** Data to examine follows **
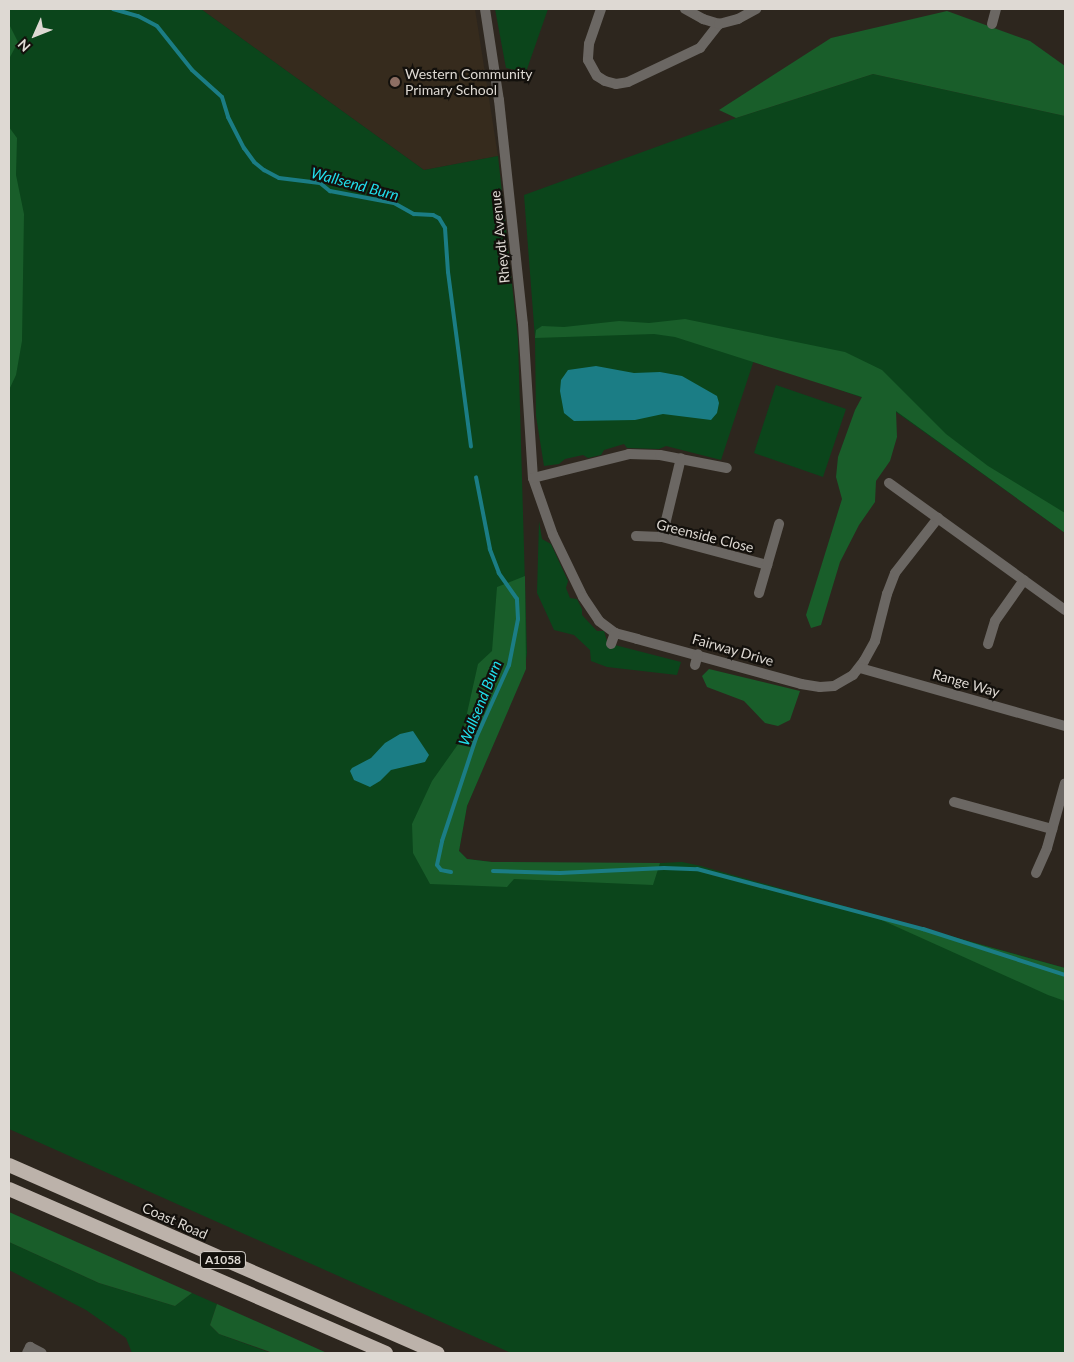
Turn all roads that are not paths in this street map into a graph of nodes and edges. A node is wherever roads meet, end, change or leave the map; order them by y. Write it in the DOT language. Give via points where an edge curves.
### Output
graph roads {
  1 [pos="485,9"];
  2 [pos="600,9"];
  3 [pos="685,9"];
  4 [pos="756,9"];
  5 [pos="996,9"];
  6 [pos="719,24"];
  7 [pos="992,24"];
  8 [pos="681,458"];
  9 [pos="530,463"];
  10 [pos="727,468"];
  11 [pos="533,478"];
  12 [pos="889,483"];
  13 [pos="938,518"];
  14 [pos="778,524"];
  15 [pos="636,536"];
  16 [pos="662,537"];
  17 [pos="767,565"];
  18 [pos="1024,580"];
  19 [pos="759,593"];
  20 [pos="1065,610"];
  21 [pos="615,633"];
  22 [pos="611,644"];
  23 [pos="988,644"];
  24 [pos="698,654"];
  25 [pos="695,666"];
  26 [pos="860,668"];
  27 [pos="1065,726"];
  28 [pos="1065,784"];
  29 [pos="954,802"];
  30 [pos="1052,829"];
  31 [pos="1036,873"];
  32 [pos="9,1165"];
  33 [pos="9,1189"];
  34 [pos="27,1353"];
  35 [pos="42,1353"];
  36 [pos="386,1353"];
  37 [pos="438,1353"];
  1 -- 9 [label="street, Rheydt Avenue" via="499,100 523,324"];
  2 -- 6 [label="street" via="589,44 588,60 597,76 616,84 628,82 700,48"];
  3 -- 6 [label="street"];
  4 -- 6 [label="street" via="738,19"];
  5 -- 7 [label="street"];
  8 -- 10 [label="street"];
  8 -- 11 [label="street" via="644,454 621,456"];
  8 -- 16 [label="street"];
  9 -- 11 [label="street, Fairway Drive"];
  11 -- 21 [label="street, Fairway Drive" via="553,535 583,598 599,621"];
  12 -- 13 [label="street"];
  13 -- 18 [label="street"];
  13 -- 26 [label="street, Fairway Drive" via="895,573 875,641"];
  14 -- 17 [label="street"];
  15 -- 16 [label="street, Greenside Close"];
  16 -- 17 [label="street, Greenside Close"];
  17 -- 19 [label="street"];
  18 -- 20 [label="street"];
  18 -- 23 [label="street" via="995,621"];
  21 -- 22 [label="street"];
  21 -- 24 [label="street, Fairway Drive"];
  24 -- 25 [label="street"];
  24 -- 26 [label="street, Fairway Drive" via="820,687 842,683"];
  26 -- 27 [label="street, Range Way"];
  28 -- 30 [label="street"];
  29 -- 30 [label="street"];
  30 -- 31 [label="street"];
  32 -- 37 [label="highway, Coast Road / A1058"];
  33 -- 36 [label="highway, A1058"];
  34 -- 35 [label="street" via="30,1347"];
}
** End of Data to examine **
What you are asked to do: Word for word, restate the material above; do not carry over the pictures.

Output for this task:
Turn all roads that are not paths in this street map into a graph of nodes and edges. A node is wherever roads meet, end, change or leave the map; order them by y. Write it in the DOT language. Give via points where an edge curves.
### Output
graph roads {
  1 [pos="485,9"];
  2 [pos="600,9"];
  3 [pos="685,9"];
  4 [pos="756,9"];
  5 [pos="996,9"];
  6 [pos="719,24"];
  7 [pos="992,24"];
  8 [pos="681,458"];
  9 [pos="530,463"];
  10 [pos="727,468"];
  11 [pos="533,478"];
  12 [pos="889,483"];
  13 [pos="938,518"];
  14 [pos="778,524"];
  15 [pos="636,536"];
  16 [pos="662,537"];
  17 [pos="767,565"];
  18 [pos="1024,580"];
  19 [pos="759,593"];
  20 [pos="1065,610"];
  21 [pos="615,633"];
  22 [pos="611,644"];
  23 [pos="988,644"];
  24 [pos="698,654"];
  25 [pos="695,666"];
  26 [pos="860,668"];
  27 [pos="1065,726"];
  28 [pos="1065,784"];
  29 [pos="954,802"];
  30 [pos="1052,829"];
  31 [pos="1036,873"];
  32 [pos="9,1165"];
  33 [pos="9,1189"];
  34 [pos="27,1353"];
  35 [pos="42,1353"];
  36 [pos="386,1353"];
  37 [pos="438,1353"];
  1 -- 9 [label="street, Rheydt Avenue" via="499,100 523,324"];
  2 -- 6 [label="street" via="589,44 588,60 597,76 616,84 628,82 700,48"];
  3 -- 6 [label="street"];
  4 -- 6 [label="street" via="738,19"];
  5 -- 7 [label="street"];
  8 -- 10 [label="street"];
  8 -- 11 [label="street" via="644,454 621,456"];
  8 -- 16 [label="street"];
  9 -- 11 [label="street, Fairway Drive"];
  11 -- 21 [label="street, Fairway Drive" via="553,535 583,598 599,621"];
  12 -- 13 [label="street"];
  13 -- 18 [label="street"];
  13 -- 26 [label="street, Fairway Drive" via="895,573 875,641"];
  14 -- 17 [label="street"];
  15 -- 16 [label="street, Greenside Close"];
  16 -- 17 [label="street, Greenside Close"];
  17 -- 19 [label="street"];
  18 -- 20 [label="street"];
  18 -- 23 [label="street" via="995,621"];
  21 -- 22 [label="street"];
  21 -- 24 [label="street, Fairway Drive"];
  24 -- 25 [label="street"];
  24 -- 26 [label="street, Fairway Drive" via="820,687 842,683"];
  26 -- 27 [label="street, Range Way"];
  28 -- 30 [label="street"];
  29 -- 30 [label="street"];
  30 -- 31 [label="street"];
  32 -- 37 [label="highway, Coast Road / A1058"];
  33 -- 36 [label="highway, A1058"];
  34 -- 35 [label="street" via="30,1347"];
}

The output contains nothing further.